* Work to be completed: Print the lines of the data, starting with the first, up to and including the line where "Trace all roads and" appears.

* Study material:
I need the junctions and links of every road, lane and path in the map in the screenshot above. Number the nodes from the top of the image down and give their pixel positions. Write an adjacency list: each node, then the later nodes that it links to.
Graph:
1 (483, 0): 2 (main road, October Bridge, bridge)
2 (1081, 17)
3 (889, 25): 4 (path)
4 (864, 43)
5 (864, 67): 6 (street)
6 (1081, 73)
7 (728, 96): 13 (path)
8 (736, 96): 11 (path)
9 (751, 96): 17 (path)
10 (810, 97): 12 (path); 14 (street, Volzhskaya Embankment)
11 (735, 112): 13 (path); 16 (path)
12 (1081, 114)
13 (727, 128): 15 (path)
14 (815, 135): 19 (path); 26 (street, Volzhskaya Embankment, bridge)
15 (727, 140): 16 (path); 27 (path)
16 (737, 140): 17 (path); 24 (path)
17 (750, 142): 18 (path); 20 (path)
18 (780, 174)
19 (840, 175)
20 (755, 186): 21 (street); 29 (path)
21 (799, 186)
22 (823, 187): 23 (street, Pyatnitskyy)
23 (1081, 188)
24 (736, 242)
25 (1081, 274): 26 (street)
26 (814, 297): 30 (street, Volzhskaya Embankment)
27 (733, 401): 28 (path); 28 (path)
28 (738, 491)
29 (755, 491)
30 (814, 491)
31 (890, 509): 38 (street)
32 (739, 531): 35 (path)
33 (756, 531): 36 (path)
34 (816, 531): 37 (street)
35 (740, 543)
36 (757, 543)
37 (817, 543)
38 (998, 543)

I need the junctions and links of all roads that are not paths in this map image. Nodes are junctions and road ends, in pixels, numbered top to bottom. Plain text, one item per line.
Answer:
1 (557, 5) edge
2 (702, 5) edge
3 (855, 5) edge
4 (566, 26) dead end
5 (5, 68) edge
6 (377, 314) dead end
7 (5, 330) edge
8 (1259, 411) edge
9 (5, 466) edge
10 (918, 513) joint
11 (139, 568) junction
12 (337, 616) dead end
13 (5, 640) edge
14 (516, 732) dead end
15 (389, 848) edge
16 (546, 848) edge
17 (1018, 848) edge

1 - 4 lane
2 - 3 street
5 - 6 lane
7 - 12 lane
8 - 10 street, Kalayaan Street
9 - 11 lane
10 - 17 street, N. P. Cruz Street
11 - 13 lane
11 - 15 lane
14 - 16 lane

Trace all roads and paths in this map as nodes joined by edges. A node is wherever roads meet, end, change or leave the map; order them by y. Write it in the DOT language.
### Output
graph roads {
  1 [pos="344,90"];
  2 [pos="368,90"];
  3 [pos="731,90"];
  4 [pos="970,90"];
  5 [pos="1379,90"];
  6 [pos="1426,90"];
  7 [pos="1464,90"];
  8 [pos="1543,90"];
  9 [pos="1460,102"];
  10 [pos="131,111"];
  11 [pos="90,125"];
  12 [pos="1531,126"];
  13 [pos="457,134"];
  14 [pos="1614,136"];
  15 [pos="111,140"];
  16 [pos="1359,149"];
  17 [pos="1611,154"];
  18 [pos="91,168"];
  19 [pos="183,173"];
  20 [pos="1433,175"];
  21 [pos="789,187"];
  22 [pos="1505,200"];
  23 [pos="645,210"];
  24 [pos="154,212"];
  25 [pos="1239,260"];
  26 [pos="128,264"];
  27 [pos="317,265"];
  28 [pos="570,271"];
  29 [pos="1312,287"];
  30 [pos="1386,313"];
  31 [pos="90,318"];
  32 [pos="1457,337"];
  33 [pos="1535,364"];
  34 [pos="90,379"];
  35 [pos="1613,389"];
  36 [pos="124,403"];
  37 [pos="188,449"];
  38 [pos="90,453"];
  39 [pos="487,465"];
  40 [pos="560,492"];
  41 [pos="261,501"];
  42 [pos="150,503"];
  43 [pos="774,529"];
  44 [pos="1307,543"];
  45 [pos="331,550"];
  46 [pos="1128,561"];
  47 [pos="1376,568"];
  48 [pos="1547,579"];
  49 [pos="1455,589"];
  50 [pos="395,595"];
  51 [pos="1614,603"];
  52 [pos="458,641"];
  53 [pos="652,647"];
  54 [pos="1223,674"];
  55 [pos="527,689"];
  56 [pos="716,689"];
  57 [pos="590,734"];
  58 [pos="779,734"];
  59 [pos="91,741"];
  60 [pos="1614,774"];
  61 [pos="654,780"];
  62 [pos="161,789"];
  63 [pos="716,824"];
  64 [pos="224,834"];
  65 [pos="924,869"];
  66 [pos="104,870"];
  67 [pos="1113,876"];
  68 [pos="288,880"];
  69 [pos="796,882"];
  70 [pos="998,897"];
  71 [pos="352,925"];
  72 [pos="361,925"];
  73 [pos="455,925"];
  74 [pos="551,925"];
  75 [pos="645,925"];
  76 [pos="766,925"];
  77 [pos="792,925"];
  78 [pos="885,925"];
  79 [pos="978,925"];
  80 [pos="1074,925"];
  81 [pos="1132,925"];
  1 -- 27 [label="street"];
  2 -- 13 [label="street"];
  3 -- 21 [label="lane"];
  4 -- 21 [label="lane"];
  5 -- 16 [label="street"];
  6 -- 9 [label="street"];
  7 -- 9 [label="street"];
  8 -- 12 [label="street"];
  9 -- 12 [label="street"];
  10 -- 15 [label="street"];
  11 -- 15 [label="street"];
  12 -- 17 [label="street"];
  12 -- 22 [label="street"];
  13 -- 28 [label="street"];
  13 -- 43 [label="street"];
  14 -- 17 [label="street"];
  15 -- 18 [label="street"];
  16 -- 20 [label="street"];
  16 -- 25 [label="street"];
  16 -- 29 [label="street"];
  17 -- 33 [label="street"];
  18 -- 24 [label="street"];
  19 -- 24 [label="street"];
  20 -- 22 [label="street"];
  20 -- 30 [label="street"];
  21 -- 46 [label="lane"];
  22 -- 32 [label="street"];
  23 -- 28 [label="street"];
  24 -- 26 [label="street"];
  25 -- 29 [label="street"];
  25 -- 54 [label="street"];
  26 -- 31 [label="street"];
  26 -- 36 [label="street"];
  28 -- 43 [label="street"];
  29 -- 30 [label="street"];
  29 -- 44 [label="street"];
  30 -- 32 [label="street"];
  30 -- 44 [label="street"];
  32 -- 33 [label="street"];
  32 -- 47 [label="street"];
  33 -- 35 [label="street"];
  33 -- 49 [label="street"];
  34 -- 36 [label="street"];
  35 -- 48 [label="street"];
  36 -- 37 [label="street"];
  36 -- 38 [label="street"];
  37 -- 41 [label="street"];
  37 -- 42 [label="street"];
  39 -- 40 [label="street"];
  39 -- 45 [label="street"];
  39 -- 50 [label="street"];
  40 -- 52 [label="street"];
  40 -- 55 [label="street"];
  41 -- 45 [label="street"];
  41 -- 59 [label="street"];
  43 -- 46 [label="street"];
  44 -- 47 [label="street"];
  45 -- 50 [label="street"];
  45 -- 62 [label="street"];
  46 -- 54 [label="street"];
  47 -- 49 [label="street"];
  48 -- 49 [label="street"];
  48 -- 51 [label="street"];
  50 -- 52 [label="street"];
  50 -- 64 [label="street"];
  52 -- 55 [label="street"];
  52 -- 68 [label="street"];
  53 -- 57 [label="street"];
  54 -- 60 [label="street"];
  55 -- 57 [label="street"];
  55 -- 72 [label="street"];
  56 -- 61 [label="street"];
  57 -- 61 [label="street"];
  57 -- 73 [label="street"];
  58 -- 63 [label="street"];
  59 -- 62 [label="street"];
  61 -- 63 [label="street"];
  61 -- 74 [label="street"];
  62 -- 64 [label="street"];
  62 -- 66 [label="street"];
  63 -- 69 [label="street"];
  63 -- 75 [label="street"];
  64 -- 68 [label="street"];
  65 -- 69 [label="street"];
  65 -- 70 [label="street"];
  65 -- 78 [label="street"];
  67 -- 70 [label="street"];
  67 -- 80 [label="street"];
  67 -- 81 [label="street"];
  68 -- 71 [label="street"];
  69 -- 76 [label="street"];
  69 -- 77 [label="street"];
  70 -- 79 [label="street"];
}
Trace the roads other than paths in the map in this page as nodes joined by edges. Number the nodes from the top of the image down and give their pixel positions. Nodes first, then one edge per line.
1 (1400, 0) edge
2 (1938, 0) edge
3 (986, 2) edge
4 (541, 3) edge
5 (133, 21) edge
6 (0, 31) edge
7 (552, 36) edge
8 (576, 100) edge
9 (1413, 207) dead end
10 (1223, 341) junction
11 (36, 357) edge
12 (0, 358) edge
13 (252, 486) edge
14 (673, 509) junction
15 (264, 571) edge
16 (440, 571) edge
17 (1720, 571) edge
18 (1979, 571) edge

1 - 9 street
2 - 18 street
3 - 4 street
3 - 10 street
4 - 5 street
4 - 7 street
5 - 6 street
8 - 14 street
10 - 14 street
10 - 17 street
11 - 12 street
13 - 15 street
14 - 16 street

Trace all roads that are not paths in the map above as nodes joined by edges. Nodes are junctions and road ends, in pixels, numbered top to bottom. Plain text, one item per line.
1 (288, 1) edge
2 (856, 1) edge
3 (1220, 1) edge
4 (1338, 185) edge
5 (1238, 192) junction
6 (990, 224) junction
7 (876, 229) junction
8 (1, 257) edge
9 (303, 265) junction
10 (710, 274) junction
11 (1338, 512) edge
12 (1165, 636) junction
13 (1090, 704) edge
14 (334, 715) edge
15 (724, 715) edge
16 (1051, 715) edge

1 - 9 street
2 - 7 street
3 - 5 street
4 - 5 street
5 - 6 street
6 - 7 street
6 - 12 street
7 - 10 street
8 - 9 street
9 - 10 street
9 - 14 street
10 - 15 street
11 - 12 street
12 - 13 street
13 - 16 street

* Your response:
I need the junctions and links of every road, lane and path in the map in the screenshot above. Number the nodes from the top of the image down and give their pixel positions. Write an adjacency list: each node, then the later nodes that it links to.
Graph:
1 (483, 0): 2 (main road, October Bridge, bridge)
2 (1081, 17)
3 (889, 25): 4 (path)
4 (864, 43)
5 (864, 67): 6 (street)
6 (1081, 73)
7 (728, 96): 13 (path)
8 (736, 96): 11 (path)
9 (751, 96): 17 (path)
10 (810, 97): 12 (path); 14 (street, Volzhskaya Embankment)
11 (735, 112): 13 (path); 16 (path)
12 (1081, 114)
13 (727, 128): 15 (path)
14 (815, 135): 19 (path); 26 (street, Volzhskaya Embankment, bridge)
15 (727, 140): 16 (path); 27 (path)
16 (737, 140): 17 (path); 24 (path)
17 (750, 142): 18 (path); 20 (path)
18 (780, 174)
19 (840, 175)
20 (755, 186): 21 (street); 29 (path)
21 (799, 186)
22 (823, 187): 23 (street, Pyatnitskyy)
23 (1081, 188)
24 (736, 242)
25 (1081, 274): 26 (street)
26 (814, 297): 30 (street, Volzhskaya Embankment)
27 (733, 401): 28 (path); 28 (path)
28 (738, 491)
29 (755, 491)
30 (814, 491)
31 (890, 509): 38 (street)
32 (739, 531): 35 (path)
33 (756, 531): 36 (path)
34 (816, 531): 37 (street)
35 (740, 543)
36 (757, 543)
37 (817, 543)
38 (998, 543)

I need the junctions and links of all roads that are not paths in this map image. Nodes are junctions and road ends, in pixels, numbered top to bottom. Plain text, one item per line.
Answer:
1 (557, 5) edge
2 (702, 5) edge
3 (855, 5) edge
4 (566, 26) dead end
5 (5, 68) edge
6 (377, 314) dead end
7 (5, 330) edge
8 (1259, 411) edge
9 (5, 466) edge
10 (918, 513) joint
11 (139, 568) junction
12 (337, 616) dead end
13 (5, 640) edge
14 (516, 732) dead end
15 (389, 848) edge
16 (546, 848) edge
17 (1018, 848) edge

1 - 4 lane
2 - 3 street
5 - 6 lane
7 - 12 lane
8 - 10 street, Kalayaan Street
9 - 11 lane
10 - 17 street, N. P. Cruz Street
11 - 13 lane
11 - 15 lane
14 - 16 lane

Trace all roads and paths in this map as nodes joined by edges. A node is wherever roads meet, end, change or leave the map; order them by y. Write it in the DOT language.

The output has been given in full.